Task prompt
In the lines below, count those containing the word "from" and give the number alone.

Entries shown
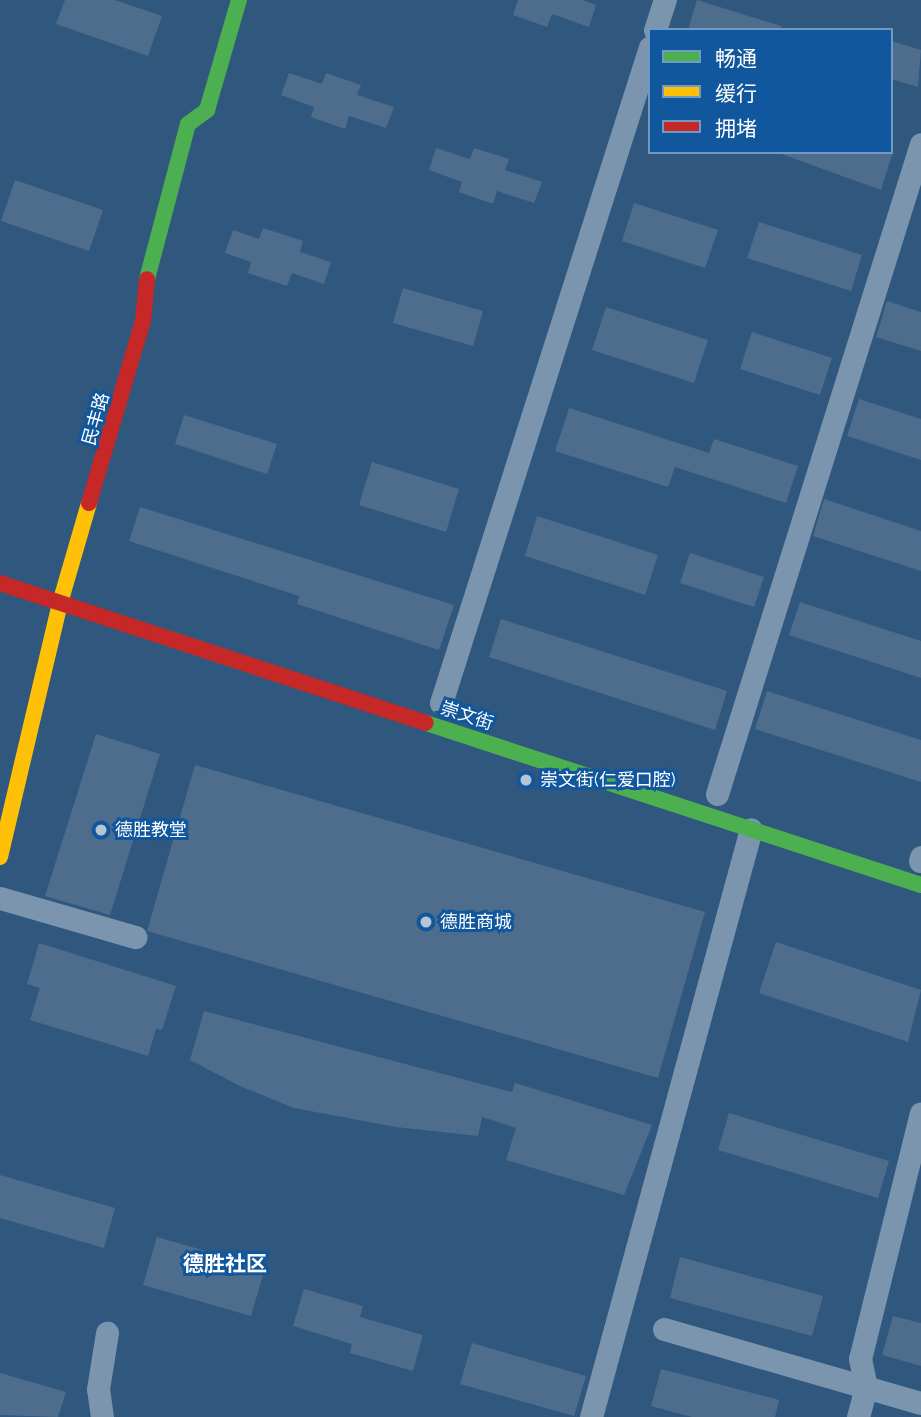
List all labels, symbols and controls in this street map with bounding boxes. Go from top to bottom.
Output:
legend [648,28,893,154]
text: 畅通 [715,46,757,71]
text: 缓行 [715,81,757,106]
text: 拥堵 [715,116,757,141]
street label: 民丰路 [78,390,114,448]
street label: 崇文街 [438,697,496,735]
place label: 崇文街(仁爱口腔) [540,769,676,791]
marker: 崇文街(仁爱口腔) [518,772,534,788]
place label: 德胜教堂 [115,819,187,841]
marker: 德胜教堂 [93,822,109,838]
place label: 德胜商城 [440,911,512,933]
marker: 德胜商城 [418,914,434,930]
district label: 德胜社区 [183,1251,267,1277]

--

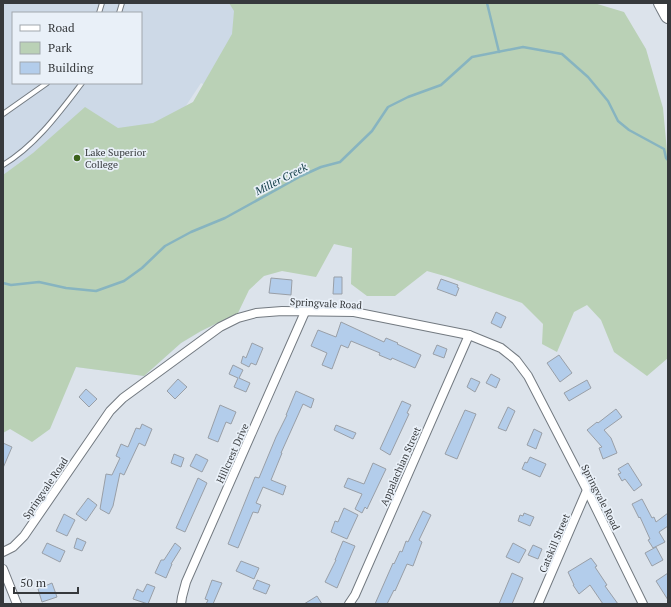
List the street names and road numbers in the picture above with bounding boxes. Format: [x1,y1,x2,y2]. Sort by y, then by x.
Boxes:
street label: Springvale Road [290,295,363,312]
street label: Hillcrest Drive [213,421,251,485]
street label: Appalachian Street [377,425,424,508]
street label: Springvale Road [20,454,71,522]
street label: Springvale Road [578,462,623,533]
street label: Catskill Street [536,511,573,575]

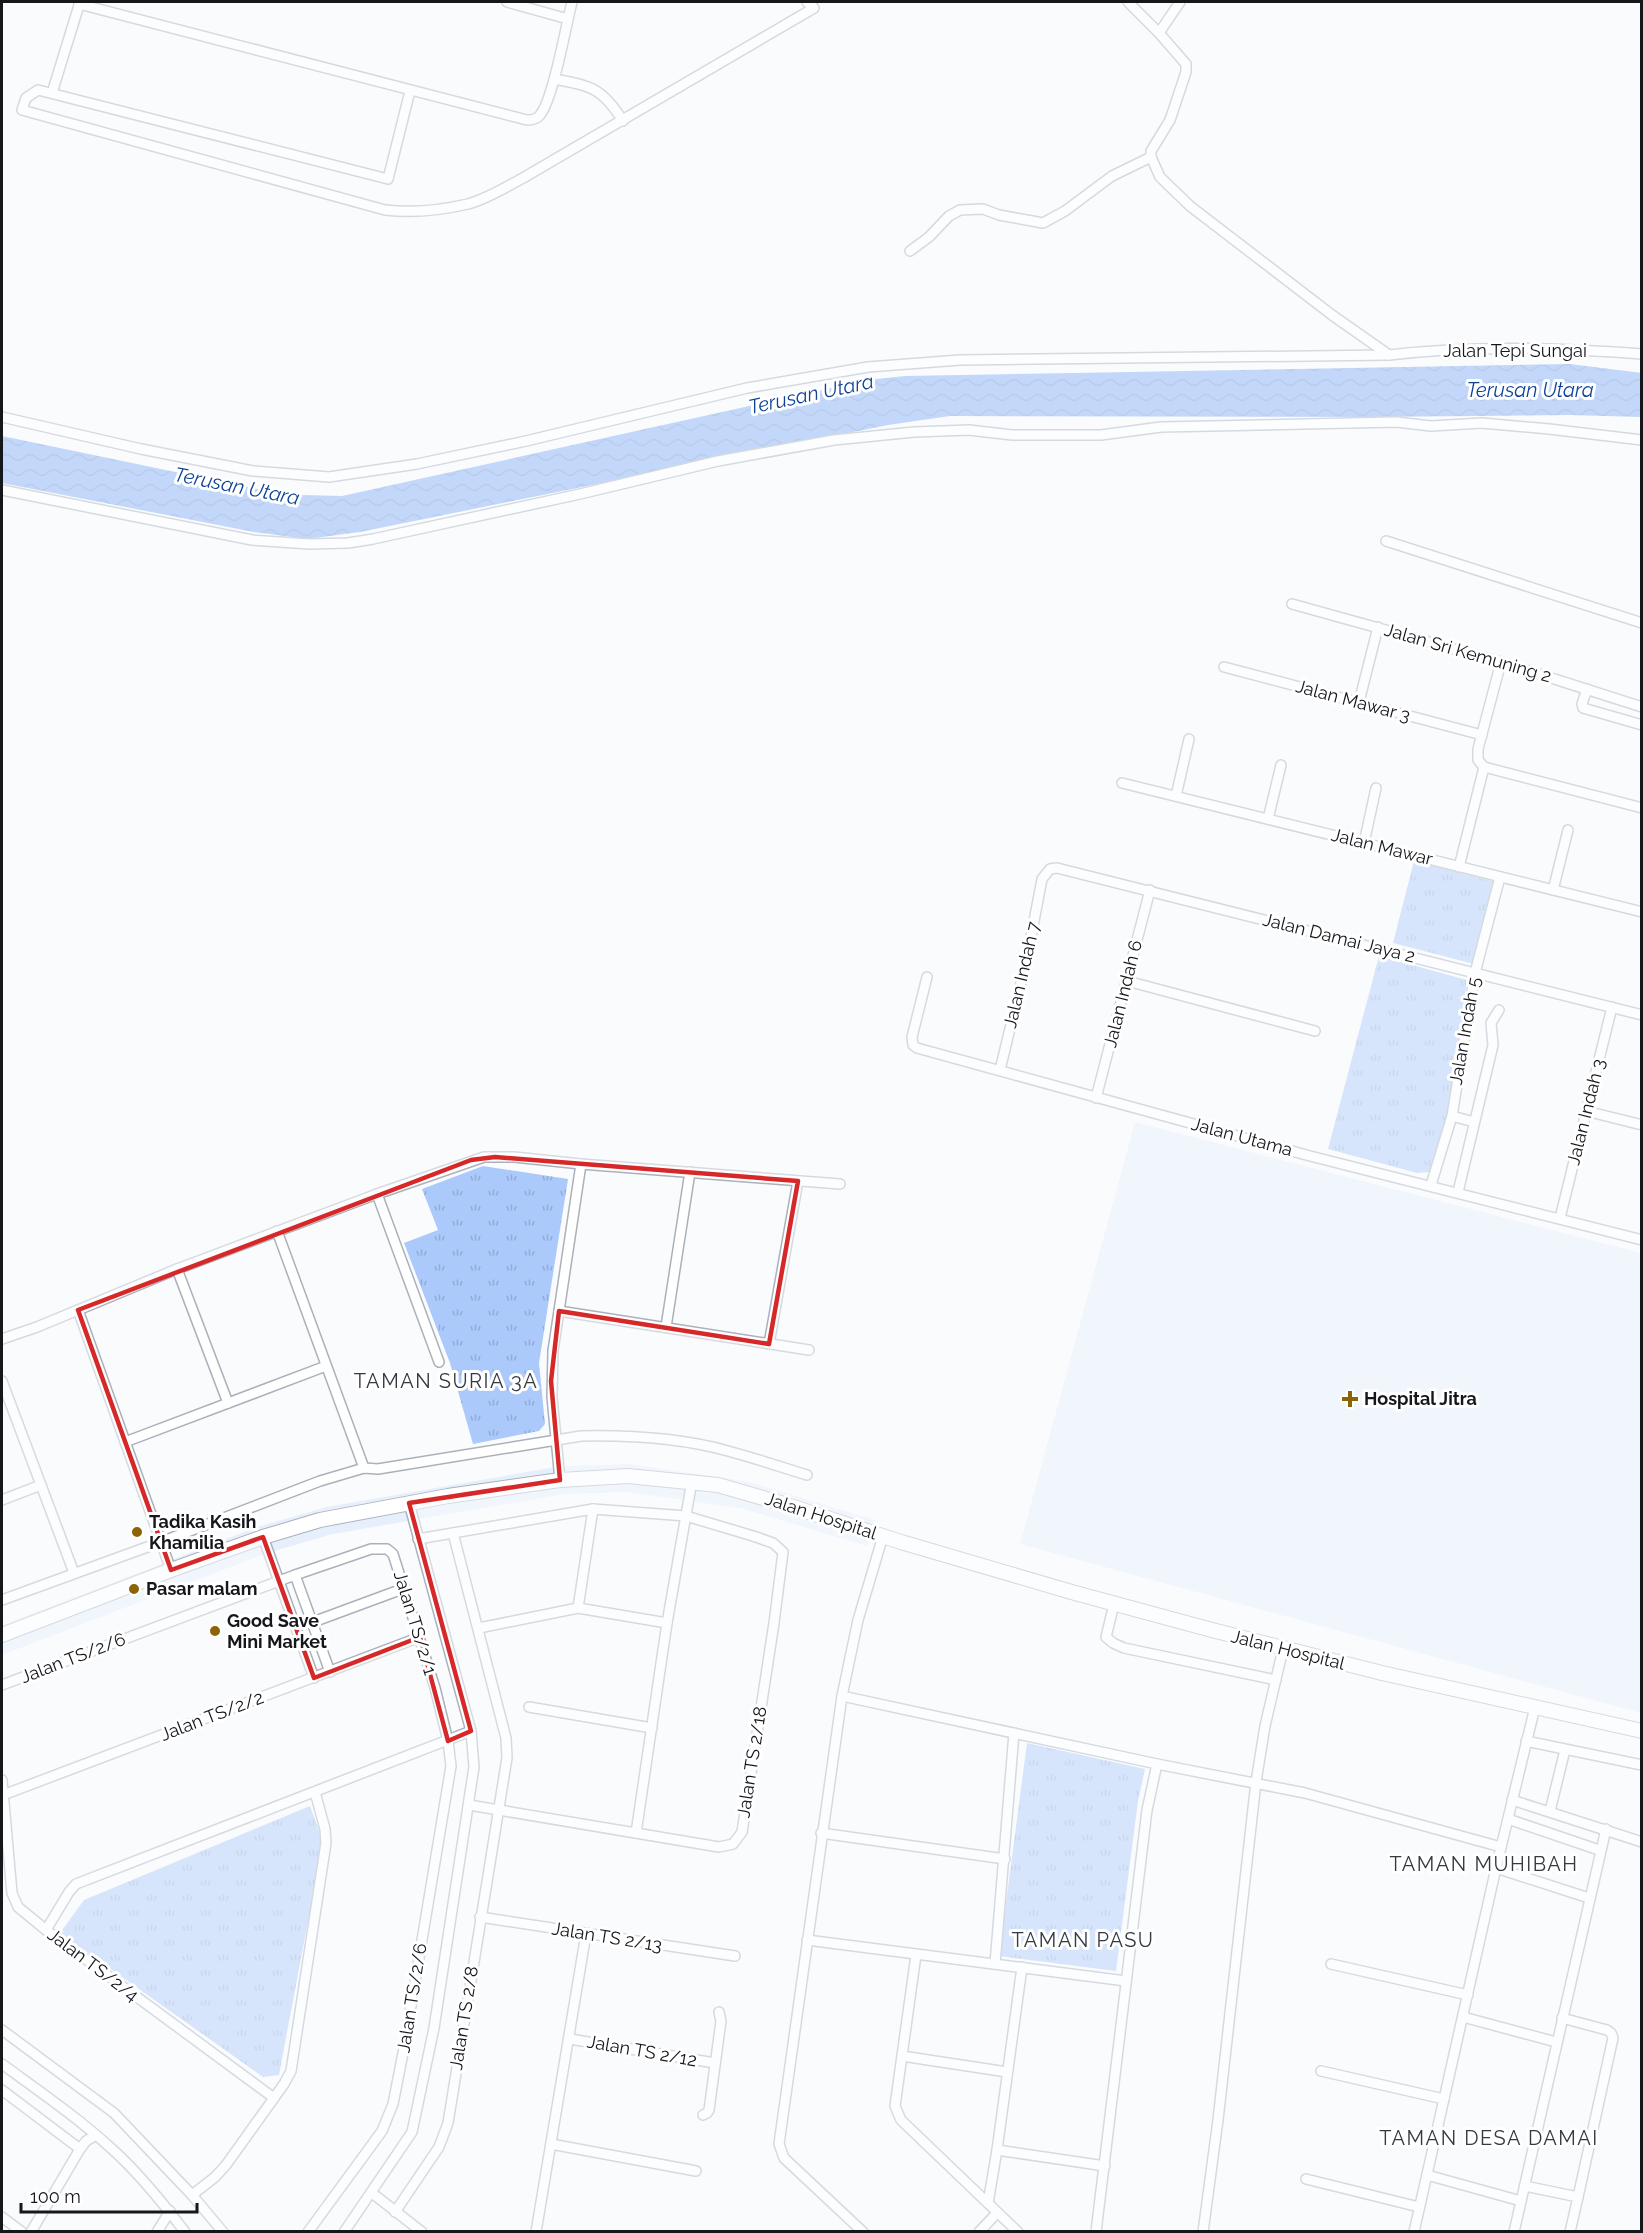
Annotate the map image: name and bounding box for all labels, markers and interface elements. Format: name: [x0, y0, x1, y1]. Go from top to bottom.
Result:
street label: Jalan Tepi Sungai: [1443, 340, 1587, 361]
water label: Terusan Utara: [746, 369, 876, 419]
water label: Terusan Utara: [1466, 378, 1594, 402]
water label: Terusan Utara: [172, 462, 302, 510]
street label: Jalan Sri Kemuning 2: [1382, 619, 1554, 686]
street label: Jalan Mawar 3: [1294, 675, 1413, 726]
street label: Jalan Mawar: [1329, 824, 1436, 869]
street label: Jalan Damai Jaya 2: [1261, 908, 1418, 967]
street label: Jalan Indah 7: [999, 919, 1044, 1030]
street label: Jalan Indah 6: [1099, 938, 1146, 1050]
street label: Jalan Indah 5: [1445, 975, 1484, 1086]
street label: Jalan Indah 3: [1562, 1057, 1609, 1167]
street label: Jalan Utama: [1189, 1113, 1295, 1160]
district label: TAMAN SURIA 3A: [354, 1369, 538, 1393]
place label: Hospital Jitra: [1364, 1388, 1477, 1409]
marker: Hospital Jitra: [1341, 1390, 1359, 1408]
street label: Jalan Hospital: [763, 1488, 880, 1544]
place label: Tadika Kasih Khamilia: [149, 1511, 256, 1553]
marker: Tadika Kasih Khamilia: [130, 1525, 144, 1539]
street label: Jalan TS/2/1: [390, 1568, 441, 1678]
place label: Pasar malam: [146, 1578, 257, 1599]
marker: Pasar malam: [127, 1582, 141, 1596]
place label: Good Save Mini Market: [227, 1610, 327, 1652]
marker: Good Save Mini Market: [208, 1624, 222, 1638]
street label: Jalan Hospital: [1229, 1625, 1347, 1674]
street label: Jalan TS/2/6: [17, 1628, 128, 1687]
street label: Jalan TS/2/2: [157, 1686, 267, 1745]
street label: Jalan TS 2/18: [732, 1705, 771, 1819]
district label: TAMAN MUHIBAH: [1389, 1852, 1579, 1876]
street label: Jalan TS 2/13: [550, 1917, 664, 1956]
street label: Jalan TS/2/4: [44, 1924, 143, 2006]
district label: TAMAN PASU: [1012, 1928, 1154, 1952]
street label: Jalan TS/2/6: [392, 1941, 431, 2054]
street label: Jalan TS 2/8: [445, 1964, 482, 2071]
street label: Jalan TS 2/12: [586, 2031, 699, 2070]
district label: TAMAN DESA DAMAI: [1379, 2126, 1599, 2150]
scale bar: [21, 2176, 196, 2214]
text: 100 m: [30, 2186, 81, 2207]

Task answer
2